Lambilliotte, Maurice: Making Europe

Faire l’Europe!, Synthèses, Revue Mensuelle Internationale, vol.3, No 6, Sept. 1948.
From W.Lipgens and W. Loth, Documents on the History of European Integration, De Gruyter, 1988

lambilliotte We must make Europe. But before setting about a task of which the size and complexity are obvious to all, we must be clear as to exactly what we want, and formulate problems in precise terms.

We have had enough speeches. People have been talking of Europe for a long time. It is as ambiguous a term as any can be. One might almost say that there are as many Europes as there are people speaking or writing on the subject: politicians, commentators, journalists, lecturers.

But the public at large, the mass of individuals confronted by unceasing material problems -jobs, wages, doubtful guarantees of the future; those who live in a constant state of anxiety and discouragement- these men and women are not yet truly alive to European problems.

Those who go hungry, who lack the necessities of life or a minimum of comfort, or simply fear that they may lose these things; all who dread another war, knowing that they will again be its victims, or a slump which will mean ruin, unemployment, chronic and tragic insecurity; all such as these, whether workmen, peasants, clerks, small traders, craftsmen and manufacturers, take little interest in the more or less sober accounts of Europe, the theme and its variations, to which they have been treated for the past two years.
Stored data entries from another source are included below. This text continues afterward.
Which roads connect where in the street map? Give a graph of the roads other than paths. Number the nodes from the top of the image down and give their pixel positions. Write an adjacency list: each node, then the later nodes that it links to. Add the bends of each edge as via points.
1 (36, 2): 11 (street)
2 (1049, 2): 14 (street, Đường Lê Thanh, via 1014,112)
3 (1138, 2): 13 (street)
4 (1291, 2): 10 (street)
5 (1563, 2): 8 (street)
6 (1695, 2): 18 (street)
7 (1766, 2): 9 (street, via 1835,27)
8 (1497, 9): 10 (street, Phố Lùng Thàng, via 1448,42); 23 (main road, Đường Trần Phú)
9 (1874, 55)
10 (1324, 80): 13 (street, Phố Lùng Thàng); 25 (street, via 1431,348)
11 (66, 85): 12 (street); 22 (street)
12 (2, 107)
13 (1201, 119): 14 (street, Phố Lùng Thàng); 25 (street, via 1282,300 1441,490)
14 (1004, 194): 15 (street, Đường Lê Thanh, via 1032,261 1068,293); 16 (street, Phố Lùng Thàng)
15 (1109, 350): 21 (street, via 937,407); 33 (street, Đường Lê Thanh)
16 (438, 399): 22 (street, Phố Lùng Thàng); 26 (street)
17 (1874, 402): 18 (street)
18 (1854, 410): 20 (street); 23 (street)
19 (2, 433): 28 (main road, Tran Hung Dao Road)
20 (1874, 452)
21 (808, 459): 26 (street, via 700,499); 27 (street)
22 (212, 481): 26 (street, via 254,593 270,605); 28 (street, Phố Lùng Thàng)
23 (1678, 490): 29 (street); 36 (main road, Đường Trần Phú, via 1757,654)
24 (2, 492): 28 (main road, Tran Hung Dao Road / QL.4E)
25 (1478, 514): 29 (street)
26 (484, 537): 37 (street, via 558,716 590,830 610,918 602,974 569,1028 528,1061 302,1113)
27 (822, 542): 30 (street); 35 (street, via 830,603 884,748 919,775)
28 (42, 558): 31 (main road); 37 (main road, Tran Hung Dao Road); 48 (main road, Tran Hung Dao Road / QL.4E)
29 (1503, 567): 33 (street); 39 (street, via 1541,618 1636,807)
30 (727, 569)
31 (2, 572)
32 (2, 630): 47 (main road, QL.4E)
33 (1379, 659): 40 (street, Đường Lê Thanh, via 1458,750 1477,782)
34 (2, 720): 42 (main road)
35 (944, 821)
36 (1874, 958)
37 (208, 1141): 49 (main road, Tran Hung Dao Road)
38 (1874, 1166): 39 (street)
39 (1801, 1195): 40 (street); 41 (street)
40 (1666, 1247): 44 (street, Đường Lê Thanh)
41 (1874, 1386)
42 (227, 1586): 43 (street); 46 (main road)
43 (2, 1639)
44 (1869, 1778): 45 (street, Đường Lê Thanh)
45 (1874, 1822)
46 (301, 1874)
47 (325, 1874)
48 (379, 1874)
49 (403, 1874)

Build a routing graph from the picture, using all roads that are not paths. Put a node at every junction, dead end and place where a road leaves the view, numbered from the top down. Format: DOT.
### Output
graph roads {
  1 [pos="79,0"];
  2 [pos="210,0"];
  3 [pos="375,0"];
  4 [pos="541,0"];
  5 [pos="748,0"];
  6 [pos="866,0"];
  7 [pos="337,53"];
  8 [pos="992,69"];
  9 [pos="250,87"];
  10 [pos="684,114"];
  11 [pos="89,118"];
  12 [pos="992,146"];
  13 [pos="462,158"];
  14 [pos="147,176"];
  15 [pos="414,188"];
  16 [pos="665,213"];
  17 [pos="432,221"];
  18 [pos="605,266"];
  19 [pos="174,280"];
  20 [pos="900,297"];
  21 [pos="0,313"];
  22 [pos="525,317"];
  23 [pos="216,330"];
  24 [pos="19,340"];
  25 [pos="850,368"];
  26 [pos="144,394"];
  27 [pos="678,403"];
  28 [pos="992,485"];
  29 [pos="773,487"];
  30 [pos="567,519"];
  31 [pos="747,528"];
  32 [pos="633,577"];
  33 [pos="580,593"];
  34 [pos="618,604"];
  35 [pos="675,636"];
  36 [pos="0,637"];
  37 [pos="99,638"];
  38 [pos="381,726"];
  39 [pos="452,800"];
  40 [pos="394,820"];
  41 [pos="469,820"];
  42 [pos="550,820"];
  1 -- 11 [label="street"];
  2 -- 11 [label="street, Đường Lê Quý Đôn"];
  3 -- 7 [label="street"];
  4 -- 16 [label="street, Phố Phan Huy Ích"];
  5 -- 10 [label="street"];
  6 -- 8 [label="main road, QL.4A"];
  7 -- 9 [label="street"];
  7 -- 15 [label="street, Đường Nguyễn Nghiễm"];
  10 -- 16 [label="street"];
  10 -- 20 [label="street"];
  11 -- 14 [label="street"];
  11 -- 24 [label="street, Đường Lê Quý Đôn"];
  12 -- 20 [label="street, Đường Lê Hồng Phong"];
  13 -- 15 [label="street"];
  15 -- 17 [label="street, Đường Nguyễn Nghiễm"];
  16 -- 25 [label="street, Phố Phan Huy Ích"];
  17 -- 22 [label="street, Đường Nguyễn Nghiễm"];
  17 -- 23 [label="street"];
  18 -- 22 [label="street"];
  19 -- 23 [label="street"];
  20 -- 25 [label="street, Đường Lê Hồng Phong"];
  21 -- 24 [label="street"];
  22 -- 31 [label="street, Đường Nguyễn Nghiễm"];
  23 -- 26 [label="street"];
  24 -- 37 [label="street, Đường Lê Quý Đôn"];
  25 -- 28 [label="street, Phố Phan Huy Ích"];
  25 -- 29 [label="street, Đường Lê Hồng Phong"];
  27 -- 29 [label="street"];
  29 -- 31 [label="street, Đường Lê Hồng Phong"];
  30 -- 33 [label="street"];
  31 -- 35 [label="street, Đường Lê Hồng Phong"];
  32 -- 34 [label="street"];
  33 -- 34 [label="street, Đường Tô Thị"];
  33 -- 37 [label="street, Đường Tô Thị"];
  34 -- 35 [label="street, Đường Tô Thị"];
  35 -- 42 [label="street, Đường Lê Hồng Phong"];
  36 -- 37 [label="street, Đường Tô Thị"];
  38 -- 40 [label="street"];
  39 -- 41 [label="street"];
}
The people, who are the stuff of which nations are made, have had enough of words and slogans that are personified as if they were divinities or at least real forces. There have been enough speeches, enough sighs, tears and entreaties, vehement and pathetic appeals in the name of Europe, Christian civilization, the defence of the West, our common heritage and so forth. We must bring back the problem to its proper ground, and state the issue simply and clearly.

Peace, Employment, Welfare

Europe is not the expression of a learned political construction, or even the historical or geographical embodiment of a civilization or way of life. It is a much diversified area of our planet in which millions of human beings still live in uncertainty and gloomy despair, so deep-seated that one almost hopes it will lead to an outbreak of savage and righteous wrath.

These men and women do not accept the implacable fatality of war; nor will they put up with blindly serving the interests of others, or ideologies that represent only pride, fanaticism, or the thirst of minorities for power. They do not aspire to some mythical form of liberty which cannot be achieved in practice. What they think it right to demand is a certain degree of freedom in life and especially in the realm of personal feeling; also freedom of thought, and hence a modicum of the right to criticize.